あの二人が反射だけで能力を発動したとは考えにくい、何か確実な事を捉えて発動したのだろう。危ない、再度ファストを投入し回収を試みるか悩む。

だが無駄だと判断した。二人の連絡が無い以上どういう状況かも分からない、躑躅はチェイスが上手いので一旦連絡が来るまで後回しにする。


「理事長、あまり良い判断とは思えません」


「何故だい、パラライズ君」


「僕の経験則ではありますが、急に連絡が途絶えるのは緊急性が非常に高い事態です。しかも何か悲鳴のような声も無かった、ブツ切りと言う事は恐らく能力発動で霊力が乱れたのではなく、乱されたと見る方が良いでしょう。

そうなると先手を打たれたと見るのが妥当です。死にますよ、二人」


感情的にもならず、ただ淡々とそう説明した。ファストも同意見らしい。


「だがここでファスト君を危険に晒す必要は無い、あの二人は強い、君らが思っている以上にな」


「ですが三獄には到底敵わないでしょう。その強い二人が殺されたらどうするおつもりですか」


「死なない、と言っているのだ」


「いえ、ここは万が一の可能性でも…」


パラライズはそこでようやく理事長の顔を見た。そして真意を知る事になる。


「そこまでして救っている余裕が無いのだよ、私達には」


焦っている。冷や汗をかいているし、下唇を少しだけ噛んでいる。悔しがっているのだろう、こうして生きている事に賭けるしか出来ない事が。

それは自信が非力だからという訳では無い、これが最善策なのだ。パラライズの視界は狭かった、今回の目標を忘れていた。嶺緒を救出し、突然変異体(アーツ・ガイル)を引き入れる事。

突然変異体(アーツ・ガイル)の協力無しでTISに勝つのは無理だ、特に透やフレデリックの力が無いと。比較してしまったのだろう、突然変異体(アーツ・ガイル)全員とあの二人を。


「…申し訳ないです。
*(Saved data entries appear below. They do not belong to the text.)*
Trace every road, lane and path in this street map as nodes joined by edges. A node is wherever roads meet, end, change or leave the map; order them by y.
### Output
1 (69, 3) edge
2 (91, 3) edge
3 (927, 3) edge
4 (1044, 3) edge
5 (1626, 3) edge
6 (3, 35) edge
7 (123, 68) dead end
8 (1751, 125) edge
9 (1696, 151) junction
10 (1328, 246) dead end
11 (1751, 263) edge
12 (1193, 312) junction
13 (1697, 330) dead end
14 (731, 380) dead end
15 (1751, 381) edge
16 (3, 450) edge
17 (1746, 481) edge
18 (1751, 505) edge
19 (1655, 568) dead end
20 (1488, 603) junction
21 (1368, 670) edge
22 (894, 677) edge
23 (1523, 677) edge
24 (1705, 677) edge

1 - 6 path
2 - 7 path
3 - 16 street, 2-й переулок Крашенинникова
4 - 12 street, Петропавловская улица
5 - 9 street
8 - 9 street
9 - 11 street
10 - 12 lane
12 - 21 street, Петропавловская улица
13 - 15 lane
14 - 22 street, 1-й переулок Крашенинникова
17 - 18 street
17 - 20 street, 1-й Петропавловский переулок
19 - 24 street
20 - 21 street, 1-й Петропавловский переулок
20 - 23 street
僕が間違っていました。ですが僕は捨てませんよ、あの二人を。どうにかして…」


「駄目だ。いくら普段の君達が全員を救う方針だろうが、今回ばかりは諦めてくれ。そう言う甘い考えが通用する戦闘(フィールド)ではないのだよ。だから今回は…」


「そこで見ていろ。って言うと思ったよ、君ならね」


少し前に聞いた声、すぐに振り返り確認する。やはりそうだ、だがもう一人引きつれている。仮想の堕天使だ。連れは少年、赤髪で真っ直ぐな顔、黒いローブのようなものを身に着けている。


「どうも。別に邪魔するつもりは無いから安心してくれ、ただお仕置きしなきゃいけないんだ。あのバカ二人にね」


「そうそう。俺も何回も言ったよ!巻き込むなって!」


「本当に聞き分けの無い子達だよ。困るね」


そんな雑談をしながら二人は本拠地へ突撃しようとする。


「待ってくれ、何をしにいくんだ」


「そんな驚く事も無いでしょう?お仕置きですよ、それぞれの弟子へ」


理事長は瞬時に理解した。それと同時に何が起こったのかもおおよそ理解した。


「どちらがどちらだ」


待機している皆には当然伝わらない言い方だ。だがそれは、分かっている人物には非常に分かりやすい質問である。まずは堕天使からだ。


「僕はニアさ」


次は少年。


「俺はアリス」


「そうか。ならば一つ頼み事をしたい」


「駄目だ。僕らは本来そっちの世界の住人に関わっちゃいけないからね、まぁ王が許したら良いんだけどね。でも嫌だ、個人的に嫌なのさ。付き合いが一ヶ月未満の人間と交渉はしない、そう決めてるのさ」


「俺もやだね、責任とか負いたくないもん」


ファルと躑躅を助けてほしいと言おうとしたが見抜かれたのだろう、言っても受け入れてくれるとは思えない。ならば一つ、試してみる事にした。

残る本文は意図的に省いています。